- PROBLEM REQUIREMENTS: Where the string "Jordan" occurs in a line of the entries below, copy that line.

- SUPPLIED MATERIAL:
────────────────────
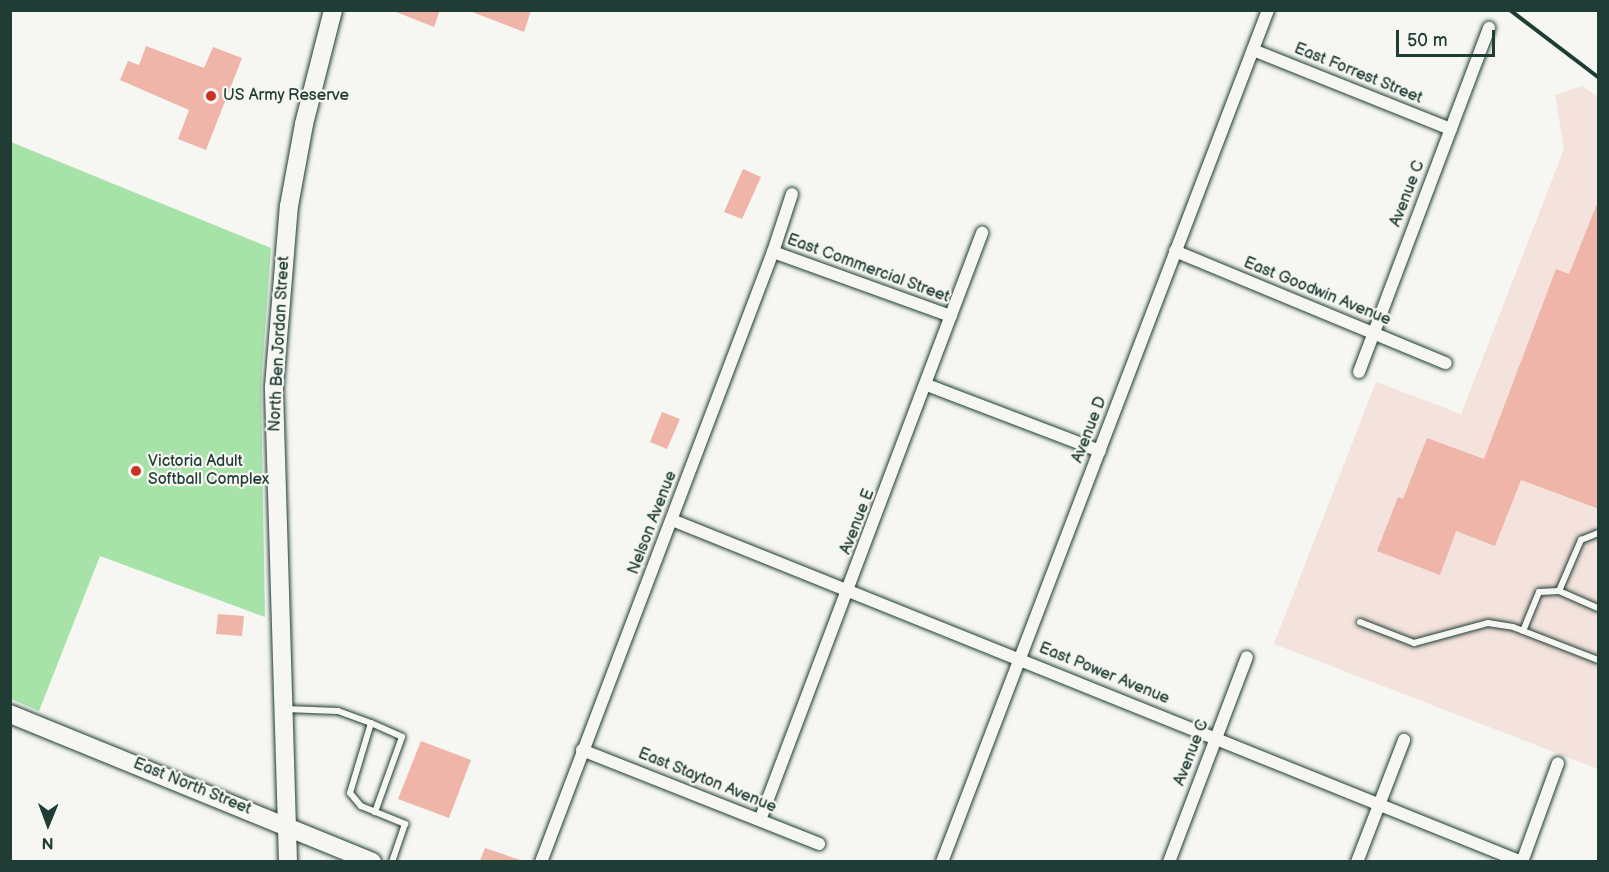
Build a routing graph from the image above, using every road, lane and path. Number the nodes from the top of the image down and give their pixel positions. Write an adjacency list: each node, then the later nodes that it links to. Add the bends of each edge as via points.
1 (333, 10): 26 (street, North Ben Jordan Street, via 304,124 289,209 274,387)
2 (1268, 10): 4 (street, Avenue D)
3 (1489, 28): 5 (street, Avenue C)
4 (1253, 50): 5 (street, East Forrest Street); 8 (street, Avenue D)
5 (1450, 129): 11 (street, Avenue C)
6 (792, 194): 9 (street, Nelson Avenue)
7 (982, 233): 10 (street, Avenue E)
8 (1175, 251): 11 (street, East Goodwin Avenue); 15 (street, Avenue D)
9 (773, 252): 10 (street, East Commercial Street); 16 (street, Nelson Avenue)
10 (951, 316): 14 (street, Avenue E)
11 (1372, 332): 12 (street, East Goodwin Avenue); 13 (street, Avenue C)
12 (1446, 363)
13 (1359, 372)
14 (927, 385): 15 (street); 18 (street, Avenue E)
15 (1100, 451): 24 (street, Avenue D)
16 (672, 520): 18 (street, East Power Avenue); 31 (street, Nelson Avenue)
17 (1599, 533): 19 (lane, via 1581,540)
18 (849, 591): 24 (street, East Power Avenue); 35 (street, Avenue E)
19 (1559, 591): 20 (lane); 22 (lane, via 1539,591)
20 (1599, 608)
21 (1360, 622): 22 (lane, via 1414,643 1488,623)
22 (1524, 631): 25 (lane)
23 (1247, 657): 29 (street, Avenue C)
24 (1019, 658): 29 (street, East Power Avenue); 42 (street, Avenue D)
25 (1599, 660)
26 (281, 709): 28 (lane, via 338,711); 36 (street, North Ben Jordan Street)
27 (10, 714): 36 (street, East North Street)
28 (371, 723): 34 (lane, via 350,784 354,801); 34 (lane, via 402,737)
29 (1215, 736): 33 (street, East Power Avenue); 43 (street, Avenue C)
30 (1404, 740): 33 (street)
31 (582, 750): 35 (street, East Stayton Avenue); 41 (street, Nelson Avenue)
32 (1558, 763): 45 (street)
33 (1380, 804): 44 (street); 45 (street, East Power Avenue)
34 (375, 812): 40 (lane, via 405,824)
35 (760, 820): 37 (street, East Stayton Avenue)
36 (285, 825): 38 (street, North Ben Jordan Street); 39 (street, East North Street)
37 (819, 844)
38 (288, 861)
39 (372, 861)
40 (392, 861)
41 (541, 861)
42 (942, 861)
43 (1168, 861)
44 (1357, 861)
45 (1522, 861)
────────────────────
- EXERCISE OUTPUT:
1 (333, 10): 26 (street, North Ben Jordan Street, via 304,124 289,209 274,387)
26 (281, 709): 28 (lane, via 338,711); 36 (street, North Ben Jordan Street)
36 (285, 825): 38 (street, North Ben Jordan Street); 39 (street, East North Street)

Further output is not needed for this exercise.